The trend is not regular, and was checked out by three distinct works: there is a substantial decrease in the surface tension value from [C₂C₁im][Ntf₂] to [C₅C₁im][Ntf₂] and a relatively lower decrease from [C₆C₁im][Ntf₂] to [C₁₂C₁im][Ntf₂]. Changes in the ratio of prominence of non-polar to polar moieties of the ILs at the surface are a consequence of the length of the alkyl side chains. MD simulations and X-ray diffraction studies (Lopes and Pádua, 2006; Triolo et al., 2007) have shown the creation of a second nanostructured domain (formation of non-polar continuous domains) for ILs with alkyl chain length equal or >6 carbon atoms.

Recently, Shimizu et al. (2018) have been able to predict the surface tension of the 1-alkyl-3-methylimidazolium bistriflimide family by combining angle-resolved X-ray photoelectron spectroscopy data and MD simulations results using the Langmuir principle.

Haddad et al. (2018) have also used angstrom-resolution X-ray methods to understand the reason behind the peculiar behavior of the surface tension within the [C_nC₁im][Ntf₂] homologous series. They also found a distinct behavior for ILs with alkyl chain length equal or longer than six carbon atoms due to the formation of nanosegregated domains (polar/apolar) which create alternating layers at the surface. This study clarifies the liquid–air interface structure for a common homologous series of ILs. By varying the cation's alkyl chain length one can tune the interactions's importance, from long-range coulombic forces to short-range van der Waals interactions. Such variation causes the interface structure to turn from simple, to layered, to liquid crystalline. The quantitative results obtained from this work may constitute a reference for validating simulations and theory.

An even more peculiar behavior of the surface tension within a homologous series has been reported by Luís et al. (2016) for [C_nC₁im] cation based ILs (where n = 2–12) combined with perfluorobutanesulfonate anions. Instead of a plateau, a minimum in the surface tension is observed for a cation alkyl side chain of 8 (Figure 4B). The existence of three nanosegregated domains (polar, apolar, and fluorinated) for the long cation's alkyl chain length is the main reason for this distinctive trend. More specifically, it results from the competition between the diverse domains for the gas-liquid interface. Their surface entropy is the lowest when compared to conventional ILs.

The Constancy Among IL Substitution of C_p/V_m at and Around Room Temperature

The temperature dependence of the enthalpy is known as heat capacity. Some heat capacity changes may indicate the occurrence of a phase transition and enable to understand variations in the structure of the compounds.

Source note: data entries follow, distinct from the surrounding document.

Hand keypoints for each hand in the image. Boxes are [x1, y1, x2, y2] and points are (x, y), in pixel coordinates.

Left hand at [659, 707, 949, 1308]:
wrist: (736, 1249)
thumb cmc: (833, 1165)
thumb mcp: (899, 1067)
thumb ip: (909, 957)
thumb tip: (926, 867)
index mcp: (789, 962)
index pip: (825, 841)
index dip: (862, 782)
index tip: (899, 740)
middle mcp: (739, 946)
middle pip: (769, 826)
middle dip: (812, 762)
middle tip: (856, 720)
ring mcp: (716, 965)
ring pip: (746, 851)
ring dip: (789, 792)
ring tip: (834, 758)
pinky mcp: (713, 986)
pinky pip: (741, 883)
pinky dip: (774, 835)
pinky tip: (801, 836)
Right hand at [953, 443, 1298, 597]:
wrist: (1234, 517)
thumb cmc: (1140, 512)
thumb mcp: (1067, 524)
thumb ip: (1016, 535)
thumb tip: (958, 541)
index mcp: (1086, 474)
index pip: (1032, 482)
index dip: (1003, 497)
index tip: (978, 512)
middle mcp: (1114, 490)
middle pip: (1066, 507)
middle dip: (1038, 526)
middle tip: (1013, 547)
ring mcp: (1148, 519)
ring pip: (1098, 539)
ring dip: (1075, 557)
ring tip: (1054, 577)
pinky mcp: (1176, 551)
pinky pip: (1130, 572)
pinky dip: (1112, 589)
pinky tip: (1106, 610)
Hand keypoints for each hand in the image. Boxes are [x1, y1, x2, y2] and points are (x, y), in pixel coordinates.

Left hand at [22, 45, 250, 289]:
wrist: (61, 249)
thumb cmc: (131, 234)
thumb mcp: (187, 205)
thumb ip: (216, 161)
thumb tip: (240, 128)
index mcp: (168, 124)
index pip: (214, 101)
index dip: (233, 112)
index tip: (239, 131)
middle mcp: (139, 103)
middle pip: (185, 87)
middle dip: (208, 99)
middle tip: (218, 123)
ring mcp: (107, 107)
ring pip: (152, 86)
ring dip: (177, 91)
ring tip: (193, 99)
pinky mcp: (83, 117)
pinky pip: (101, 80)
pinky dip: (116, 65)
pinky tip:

Zabransky et al. (1990) and Domalski and Hearing (1996) compiled and analyzed, independently, the heat capacity data for a huge number of substances. To the best of our knowledge, group contribution methods and/or corresponding state principal based methods are the approaches generally used to estimate liquid heat capacities.

For ionic liquids, Strechan et al. (2008) and Gardas and Coutinho (2008) demonstrated independently that there is a linear relationship between the heat capacities and the molar volumes of imidazolum, pyridinium, and pyrrolidinium based-ILs (Figure 5). They have used the dataset of limited number of ILs to establish this correlation and propose that the volumetric heat capacity of ILs is almost invariant at 298.15 K.

FIGURE 5

Figure 5. IL heat capacity as a function of the molar volume (T = 298.15 K). [Drawn using the data presented in Paulechka et al. (2010)].

Later, Paulechka et al. (2010) have refined this relation by carefully selecting dataset of 19 ILs (for which the precise density data was available) and measured their heat capacity with an uncertainty of (±1%). They have also witnessed that there is constancy among the volumetric heat capacities of ILs. The average value at 298.15 K is:

$\begin{array}{ll}{\text{C}}_{\text{p}}/{\text{V}}_{\text{m}}=1.95\pm 0.02(\text{J}{\text{K}}^{-1}{\text{cm}}^{-3})& (1)\end{array}$

This average value agrees well with those of Gardas and Coutinho (2008). The difference between the experimental volumetric heat capacities and this C_p/V_m value was found to be < ±5%. Contrarily to molecular solvents, a simple rule exists to predict the heat capacity of distinct ILs.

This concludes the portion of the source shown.